DATASET RECORDS Block Start
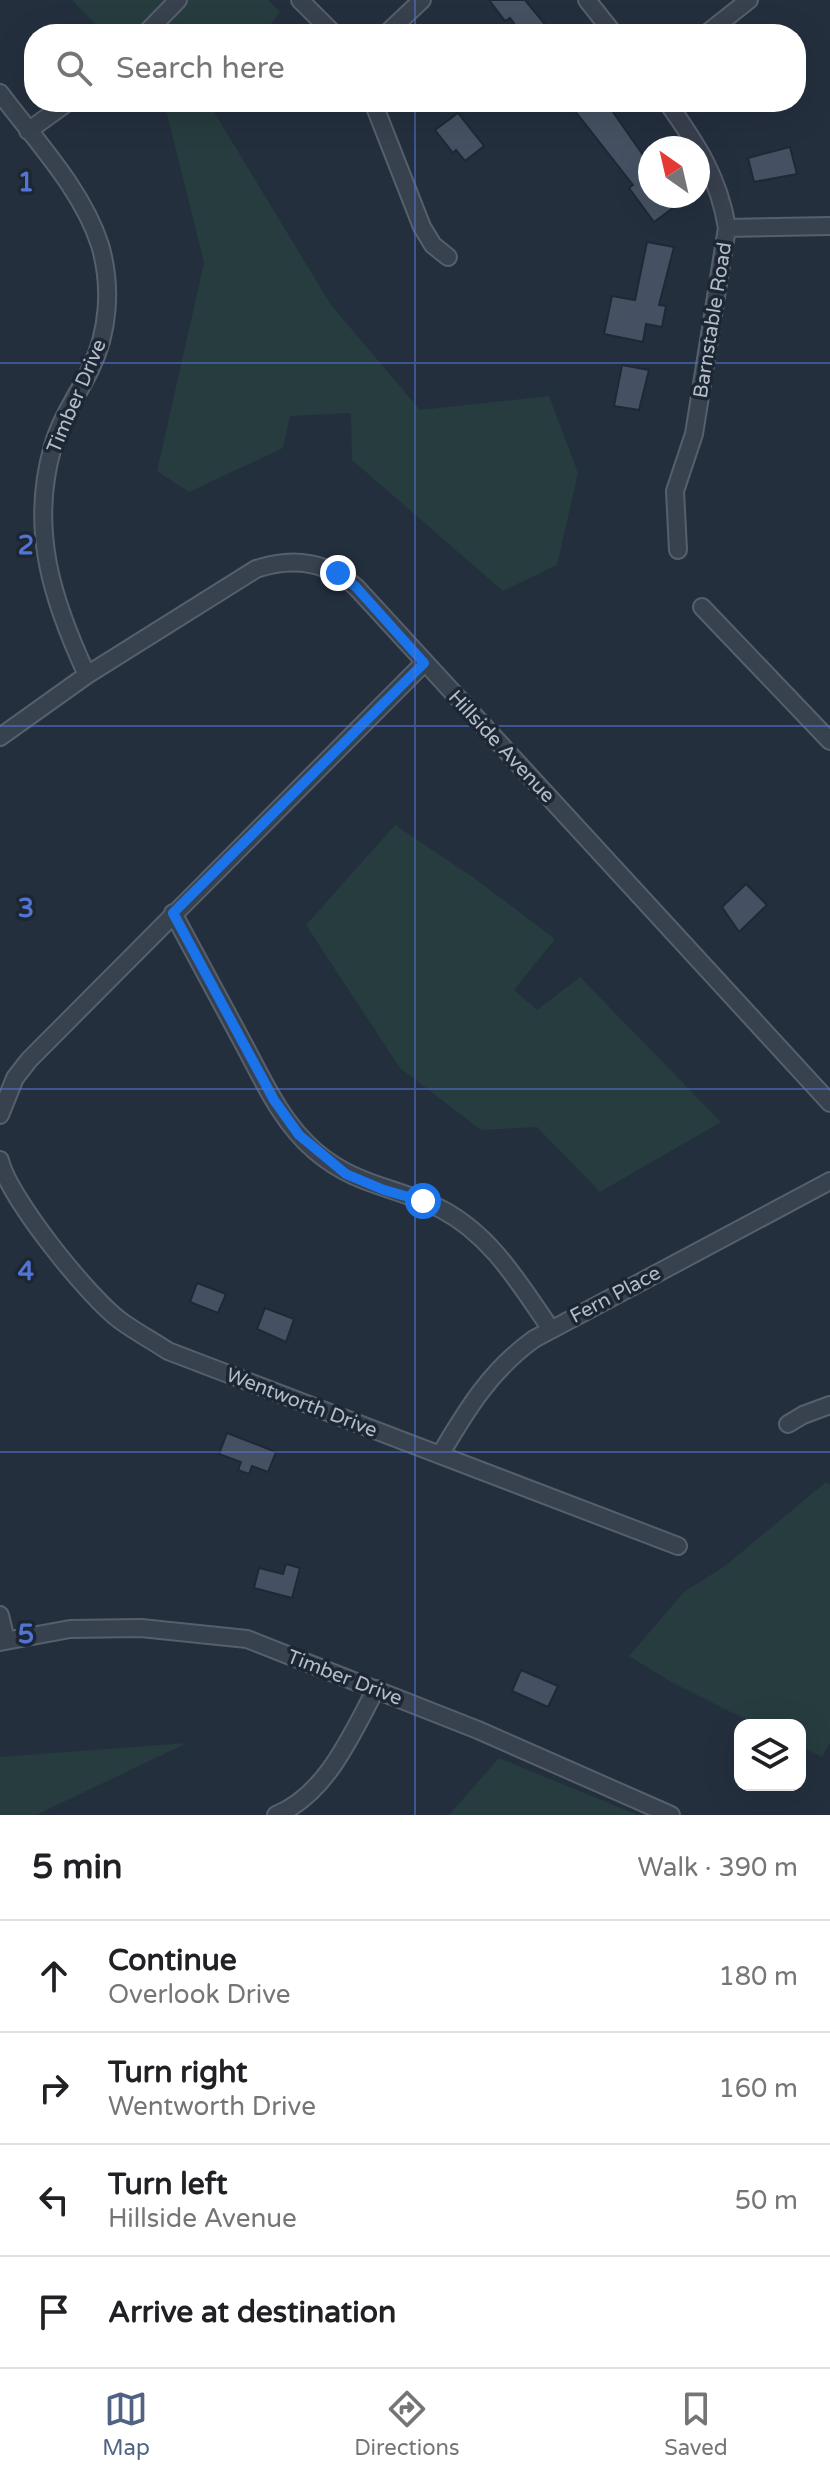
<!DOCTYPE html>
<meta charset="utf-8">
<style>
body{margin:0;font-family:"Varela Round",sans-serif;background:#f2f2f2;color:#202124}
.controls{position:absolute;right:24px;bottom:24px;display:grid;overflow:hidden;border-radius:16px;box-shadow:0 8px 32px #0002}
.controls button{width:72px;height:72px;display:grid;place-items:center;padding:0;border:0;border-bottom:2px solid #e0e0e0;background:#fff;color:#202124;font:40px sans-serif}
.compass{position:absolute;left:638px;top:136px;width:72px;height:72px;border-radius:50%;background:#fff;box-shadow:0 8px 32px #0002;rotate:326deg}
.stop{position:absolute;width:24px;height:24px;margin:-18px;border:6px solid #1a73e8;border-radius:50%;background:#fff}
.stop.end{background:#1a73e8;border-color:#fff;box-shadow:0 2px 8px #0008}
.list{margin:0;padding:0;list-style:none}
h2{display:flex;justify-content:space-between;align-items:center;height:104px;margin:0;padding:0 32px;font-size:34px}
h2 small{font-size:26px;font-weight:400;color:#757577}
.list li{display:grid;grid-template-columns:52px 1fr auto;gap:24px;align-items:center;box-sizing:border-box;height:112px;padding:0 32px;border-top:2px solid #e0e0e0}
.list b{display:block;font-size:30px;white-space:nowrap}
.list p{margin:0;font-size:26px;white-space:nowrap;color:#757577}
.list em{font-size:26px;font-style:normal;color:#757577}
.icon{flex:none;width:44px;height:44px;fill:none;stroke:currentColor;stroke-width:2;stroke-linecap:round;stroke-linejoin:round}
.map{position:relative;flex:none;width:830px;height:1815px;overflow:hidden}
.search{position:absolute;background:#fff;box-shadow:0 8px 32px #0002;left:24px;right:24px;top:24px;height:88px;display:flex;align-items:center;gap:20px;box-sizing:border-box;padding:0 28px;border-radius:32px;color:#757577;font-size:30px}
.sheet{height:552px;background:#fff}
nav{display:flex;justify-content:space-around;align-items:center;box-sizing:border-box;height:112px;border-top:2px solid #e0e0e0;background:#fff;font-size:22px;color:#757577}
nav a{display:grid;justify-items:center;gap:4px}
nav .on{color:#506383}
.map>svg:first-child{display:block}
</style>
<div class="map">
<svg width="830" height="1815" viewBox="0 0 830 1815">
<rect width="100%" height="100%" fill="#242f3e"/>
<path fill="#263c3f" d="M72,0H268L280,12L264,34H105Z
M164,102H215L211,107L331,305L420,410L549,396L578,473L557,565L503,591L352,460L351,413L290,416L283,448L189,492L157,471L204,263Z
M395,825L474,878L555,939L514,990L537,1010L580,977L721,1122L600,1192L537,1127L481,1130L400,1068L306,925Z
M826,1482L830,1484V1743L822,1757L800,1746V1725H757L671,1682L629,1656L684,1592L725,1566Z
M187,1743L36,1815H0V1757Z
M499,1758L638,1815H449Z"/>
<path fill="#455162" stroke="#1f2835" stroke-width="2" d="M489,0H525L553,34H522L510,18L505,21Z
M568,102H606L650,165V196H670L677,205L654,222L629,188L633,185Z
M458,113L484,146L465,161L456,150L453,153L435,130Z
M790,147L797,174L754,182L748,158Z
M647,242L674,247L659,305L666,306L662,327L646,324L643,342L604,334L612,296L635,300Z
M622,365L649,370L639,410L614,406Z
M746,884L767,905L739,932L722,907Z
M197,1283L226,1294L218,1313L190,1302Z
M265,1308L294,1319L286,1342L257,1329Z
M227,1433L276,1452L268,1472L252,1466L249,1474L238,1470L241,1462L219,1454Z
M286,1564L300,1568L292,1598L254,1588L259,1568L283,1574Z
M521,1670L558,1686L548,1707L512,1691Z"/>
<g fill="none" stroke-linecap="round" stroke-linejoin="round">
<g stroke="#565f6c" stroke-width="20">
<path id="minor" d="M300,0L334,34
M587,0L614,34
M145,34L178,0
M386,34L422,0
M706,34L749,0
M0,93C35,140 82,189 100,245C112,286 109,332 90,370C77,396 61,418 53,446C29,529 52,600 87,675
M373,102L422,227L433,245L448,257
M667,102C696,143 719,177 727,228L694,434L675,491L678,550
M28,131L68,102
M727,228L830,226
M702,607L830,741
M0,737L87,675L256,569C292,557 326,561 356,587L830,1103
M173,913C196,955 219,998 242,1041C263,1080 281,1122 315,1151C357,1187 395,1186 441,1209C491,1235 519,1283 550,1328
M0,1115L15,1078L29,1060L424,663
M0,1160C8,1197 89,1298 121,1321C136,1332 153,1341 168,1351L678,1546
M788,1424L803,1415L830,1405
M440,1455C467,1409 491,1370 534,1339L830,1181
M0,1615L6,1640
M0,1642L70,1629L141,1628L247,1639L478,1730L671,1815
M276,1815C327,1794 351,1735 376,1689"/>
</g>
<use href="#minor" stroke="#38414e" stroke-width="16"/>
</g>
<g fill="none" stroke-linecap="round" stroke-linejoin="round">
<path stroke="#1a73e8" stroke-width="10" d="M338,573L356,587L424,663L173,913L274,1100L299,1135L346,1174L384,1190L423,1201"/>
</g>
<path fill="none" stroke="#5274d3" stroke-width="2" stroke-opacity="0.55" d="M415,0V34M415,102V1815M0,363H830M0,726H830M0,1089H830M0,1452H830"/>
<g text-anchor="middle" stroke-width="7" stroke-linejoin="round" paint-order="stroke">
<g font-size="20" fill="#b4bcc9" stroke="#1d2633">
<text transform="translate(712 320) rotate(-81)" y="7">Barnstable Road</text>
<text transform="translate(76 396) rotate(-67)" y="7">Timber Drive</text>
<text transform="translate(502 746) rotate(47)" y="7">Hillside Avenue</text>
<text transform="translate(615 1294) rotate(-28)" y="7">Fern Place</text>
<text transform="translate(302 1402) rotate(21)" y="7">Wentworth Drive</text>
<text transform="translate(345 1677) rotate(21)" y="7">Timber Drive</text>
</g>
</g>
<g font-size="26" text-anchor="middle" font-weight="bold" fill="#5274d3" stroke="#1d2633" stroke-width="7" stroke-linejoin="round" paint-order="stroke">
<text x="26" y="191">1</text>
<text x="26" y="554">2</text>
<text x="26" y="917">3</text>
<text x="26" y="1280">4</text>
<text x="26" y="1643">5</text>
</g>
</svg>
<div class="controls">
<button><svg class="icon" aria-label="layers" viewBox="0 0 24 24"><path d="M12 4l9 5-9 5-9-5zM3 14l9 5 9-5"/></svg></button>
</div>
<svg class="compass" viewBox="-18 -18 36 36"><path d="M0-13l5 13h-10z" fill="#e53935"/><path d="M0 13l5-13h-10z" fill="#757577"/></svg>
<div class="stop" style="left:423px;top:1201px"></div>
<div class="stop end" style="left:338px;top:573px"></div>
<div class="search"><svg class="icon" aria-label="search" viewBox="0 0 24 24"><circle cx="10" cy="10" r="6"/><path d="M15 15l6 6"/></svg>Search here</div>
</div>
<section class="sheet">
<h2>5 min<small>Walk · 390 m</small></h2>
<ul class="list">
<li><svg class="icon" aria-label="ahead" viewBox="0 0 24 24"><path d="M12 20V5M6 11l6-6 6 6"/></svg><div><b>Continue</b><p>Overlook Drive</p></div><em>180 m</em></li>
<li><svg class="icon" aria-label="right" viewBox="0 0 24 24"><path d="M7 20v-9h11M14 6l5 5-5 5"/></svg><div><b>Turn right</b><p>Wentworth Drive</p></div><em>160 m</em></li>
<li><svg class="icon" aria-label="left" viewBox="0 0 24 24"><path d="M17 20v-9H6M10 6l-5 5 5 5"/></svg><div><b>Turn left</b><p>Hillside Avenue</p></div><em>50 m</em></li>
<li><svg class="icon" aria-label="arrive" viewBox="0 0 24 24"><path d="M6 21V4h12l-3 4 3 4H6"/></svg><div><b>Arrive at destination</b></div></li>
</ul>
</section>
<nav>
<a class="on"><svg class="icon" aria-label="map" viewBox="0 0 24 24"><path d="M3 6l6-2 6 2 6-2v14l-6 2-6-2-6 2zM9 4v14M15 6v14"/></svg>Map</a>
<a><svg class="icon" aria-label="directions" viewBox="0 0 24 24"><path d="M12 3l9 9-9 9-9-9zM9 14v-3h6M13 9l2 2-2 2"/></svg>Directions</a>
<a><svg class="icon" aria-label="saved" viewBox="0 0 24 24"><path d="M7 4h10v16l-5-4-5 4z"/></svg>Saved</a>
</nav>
DATASET RECORDS Block End
## EXERCISE DESCRIPTION
Scan the material and collect every line that contains "nowrap".

## ANSWER FOR THIS EXERCISE
.list b{display:block;font-size:30px;white-space:nowrap}
.list p{margin:0;font-size:26px;white-space:nowrap;color:#757577}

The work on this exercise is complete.